Source data below:

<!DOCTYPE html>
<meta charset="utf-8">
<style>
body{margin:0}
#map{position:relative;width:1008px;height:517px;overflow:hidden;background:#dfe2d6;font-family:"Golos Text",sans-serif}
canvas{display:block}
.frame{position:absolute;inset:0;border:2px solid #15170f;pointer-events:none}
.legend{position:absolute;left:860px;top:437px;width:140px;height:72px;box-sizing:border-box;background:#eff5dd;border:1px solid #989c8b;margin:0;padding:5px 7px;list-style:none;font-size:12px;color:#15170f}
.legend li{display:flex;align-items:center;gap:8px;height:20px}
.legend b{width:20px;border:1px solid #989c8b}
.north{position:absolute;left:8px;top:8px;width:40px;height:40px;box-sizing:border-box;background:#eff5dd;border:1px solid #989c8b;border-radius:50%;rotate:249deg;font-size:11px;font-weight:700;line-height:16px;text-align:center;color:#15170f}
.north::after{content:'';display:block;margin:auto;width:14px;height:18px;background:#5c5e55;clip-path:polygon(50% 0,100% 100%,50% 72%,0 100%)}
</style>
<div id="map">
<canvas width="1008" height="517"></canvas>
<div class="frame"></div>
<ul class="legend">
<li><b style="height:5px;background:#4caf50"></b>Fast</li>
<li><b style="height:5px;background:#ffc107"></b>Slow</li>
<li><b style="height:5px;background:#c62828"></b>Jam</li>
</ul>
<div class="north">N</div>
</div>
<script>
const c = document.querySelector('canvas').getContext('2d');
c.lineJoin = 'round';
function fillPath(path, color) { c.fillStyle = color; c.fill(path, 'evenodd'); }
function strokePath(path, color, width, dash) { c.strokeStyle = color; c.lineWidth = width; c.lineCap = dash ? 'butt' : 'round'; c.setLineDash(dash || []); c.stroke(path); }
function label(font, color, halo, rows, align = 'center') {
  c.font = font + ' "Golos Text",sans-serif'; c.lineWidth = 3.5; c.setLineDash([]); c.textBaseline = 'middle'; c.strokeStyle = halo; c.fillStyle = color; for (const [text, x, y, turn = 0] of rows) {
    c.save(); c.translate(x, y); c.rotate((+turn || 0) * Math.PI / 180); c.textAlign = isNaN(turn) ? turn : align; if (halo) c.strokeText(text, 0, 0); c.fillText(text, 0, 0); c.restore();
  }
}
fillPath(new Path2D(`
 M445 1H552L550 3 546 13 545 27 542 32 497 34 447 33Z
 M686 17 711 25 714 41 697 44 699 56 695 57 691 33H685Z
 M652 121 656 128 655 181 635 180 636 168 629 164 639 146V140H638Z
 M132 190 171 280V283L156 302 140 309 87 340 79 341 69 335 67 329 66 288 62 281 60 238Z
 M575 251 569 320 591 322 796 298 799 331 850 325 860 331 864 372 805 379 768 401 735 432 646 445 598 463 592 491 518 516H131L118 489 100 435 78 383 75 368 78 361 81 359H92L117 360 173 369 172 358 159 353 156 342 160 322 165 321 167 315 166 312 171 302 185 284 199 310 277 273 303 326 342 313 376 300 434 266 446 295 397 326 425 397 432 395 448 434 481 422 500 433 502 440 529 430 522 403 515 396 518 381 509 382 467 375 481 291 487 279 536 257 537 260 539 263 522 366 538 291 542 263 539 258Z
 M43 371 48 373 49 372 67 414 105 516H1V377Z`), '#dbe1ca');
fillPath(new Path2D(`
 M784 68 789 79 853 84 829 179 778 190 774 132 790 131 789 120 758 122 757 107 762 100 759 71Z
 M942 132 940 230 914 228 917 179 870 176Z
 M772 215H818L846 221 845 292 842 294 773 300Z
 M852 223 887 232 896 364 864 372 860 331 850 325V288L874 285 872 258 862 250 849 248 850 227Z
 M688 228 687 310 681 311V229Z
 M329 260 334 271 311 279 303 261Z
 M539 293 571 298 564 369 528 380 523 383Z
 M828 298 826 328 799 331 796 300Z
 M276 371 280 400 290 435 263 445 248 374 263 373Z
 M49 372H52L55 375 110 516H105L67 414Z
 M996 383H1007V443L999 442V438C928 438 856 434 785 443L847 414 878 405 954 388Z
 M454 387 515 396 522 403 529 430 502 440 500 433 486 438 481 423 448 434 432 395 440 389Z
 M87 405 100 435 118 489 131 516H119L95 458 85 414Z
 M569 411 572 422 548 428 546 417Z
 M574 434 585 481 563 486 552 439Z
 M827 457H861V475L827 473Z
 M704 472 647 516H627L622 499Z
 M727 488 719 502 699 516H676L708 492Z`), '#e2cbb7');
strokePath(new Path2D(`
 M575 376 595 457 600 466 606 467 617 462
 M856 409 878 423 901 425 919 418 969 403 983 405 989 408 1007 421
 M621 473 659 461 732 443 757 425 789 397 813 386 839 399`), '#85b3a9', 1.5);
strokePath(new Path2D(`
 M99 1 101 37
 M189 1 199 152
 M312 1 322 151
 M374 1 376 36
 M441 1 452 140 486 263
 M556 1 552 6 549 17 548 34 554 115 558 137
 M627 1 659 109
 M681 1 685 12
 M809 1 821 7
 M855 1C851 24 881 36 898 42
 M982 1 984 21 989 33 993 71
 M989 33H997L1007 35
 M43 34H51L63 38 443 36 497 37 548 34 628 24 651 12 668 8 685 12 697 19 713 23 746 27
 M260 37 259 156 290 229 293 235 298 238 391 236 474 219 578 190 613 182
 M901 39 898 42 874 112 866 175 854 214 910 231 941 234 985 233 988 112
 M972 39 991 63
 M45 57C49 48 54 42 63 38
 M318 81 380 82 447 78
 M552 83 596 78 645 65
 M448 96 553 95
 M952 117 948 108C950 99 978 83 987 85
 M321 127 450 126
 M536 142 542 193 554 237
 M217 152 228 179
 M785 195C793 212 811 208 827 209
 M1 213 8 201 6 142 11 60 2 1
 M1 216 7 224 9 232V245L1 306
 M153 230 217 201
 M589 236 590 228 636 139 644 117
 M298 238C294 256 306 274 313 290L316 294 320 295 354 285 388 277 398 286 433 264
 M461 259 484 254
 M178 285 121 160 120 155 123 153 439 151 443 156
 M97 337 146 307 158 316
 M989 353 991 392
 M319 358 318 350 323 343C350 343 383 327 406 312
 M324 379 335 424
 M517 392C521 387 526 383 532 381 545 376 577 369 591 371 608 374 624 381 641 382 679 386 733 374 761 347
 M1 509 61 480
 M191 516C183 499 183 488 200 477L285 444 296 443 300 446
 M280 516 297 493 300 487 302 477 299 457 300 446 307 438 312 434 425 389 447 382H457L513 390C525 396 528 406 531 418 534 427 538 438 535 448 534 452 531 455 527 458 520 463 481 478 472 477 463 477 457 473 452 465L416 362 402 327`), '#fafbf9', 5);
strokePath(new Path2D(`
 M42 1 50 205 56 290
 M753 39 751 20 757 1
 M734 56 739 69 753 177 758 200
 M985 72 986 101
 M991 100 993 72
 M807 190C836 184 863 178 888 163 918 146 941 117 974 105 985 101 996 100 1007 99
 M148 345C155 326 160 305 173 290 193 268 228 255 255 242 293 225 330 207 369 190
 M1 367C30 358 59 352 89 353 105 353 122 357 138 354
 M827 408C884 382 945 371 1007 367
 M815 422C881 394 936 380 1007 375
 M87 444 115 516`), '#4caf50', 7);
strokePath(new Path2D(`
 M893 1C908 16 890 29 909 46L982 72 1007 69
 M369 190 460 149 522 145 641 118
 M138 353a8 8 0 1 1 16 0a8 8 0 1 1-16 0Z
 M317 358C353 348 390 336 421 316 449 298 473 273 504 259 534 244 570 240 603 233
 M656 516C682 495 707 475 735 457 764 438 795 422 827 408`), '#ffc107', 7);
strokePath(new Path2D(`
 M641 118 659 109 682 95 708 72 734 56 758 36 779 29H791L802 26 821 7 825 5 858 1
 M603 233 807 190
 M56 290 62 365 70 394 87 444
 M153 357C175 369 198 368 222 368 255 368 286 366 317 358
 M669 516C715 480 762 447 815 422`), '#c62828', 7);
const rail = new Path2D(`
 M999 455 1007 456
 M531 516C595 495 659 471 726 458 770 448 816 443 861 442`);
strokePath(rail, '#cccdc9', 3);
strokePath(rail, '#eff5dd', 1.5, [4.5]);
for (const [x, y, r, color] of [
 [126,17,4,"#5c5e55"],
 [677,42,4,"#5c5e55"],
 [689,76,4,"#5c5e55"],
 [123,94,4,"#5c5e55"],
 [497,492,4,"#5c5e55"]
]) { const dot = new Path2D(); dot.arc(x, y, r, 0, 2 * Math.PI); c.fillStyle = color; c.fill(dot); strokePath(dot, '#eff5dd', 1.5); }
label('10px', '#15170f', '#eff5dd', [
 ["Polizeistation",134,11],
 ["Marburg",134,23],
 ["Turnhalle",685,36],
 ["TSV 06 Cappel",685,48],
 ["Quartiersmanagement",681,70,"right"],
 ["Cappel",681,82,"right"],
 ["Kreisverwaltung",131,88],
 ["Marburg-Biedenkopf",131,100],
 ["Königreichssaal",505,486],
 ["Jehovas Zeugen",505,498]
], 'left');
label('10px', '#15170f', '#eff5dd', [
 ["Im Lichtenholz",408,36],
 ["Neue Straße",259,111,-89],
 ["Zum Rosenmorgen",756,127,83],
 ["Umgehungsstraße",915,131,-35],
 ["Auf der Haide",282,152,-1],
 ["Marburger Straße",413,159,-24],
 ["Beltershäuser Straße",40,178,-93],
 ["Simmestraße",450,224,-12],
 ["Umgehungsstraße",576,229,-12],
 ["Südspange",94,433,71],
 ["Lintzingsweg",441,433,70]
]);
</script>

End of Source data.

Copy out the lines above with "lineWidth" in them.

* **Result below**
function strokePath(path, color, width, dash) { c.strokeStyle = color; c.lineWidth = width; c.lineCap = dash ? 'butt' : 'round'; c.setLineDash(dash || []); c.stroke(path); }
  c.font = font + ' "Golos Text",sans-serif'; c.lineWidth = 3.5; c.setLineDash([]); c.textBaseline = 'middle'; c.strokeStyle = halo; c.fillStyle = color; for (const [text, x, y, turn = 0] of rows) {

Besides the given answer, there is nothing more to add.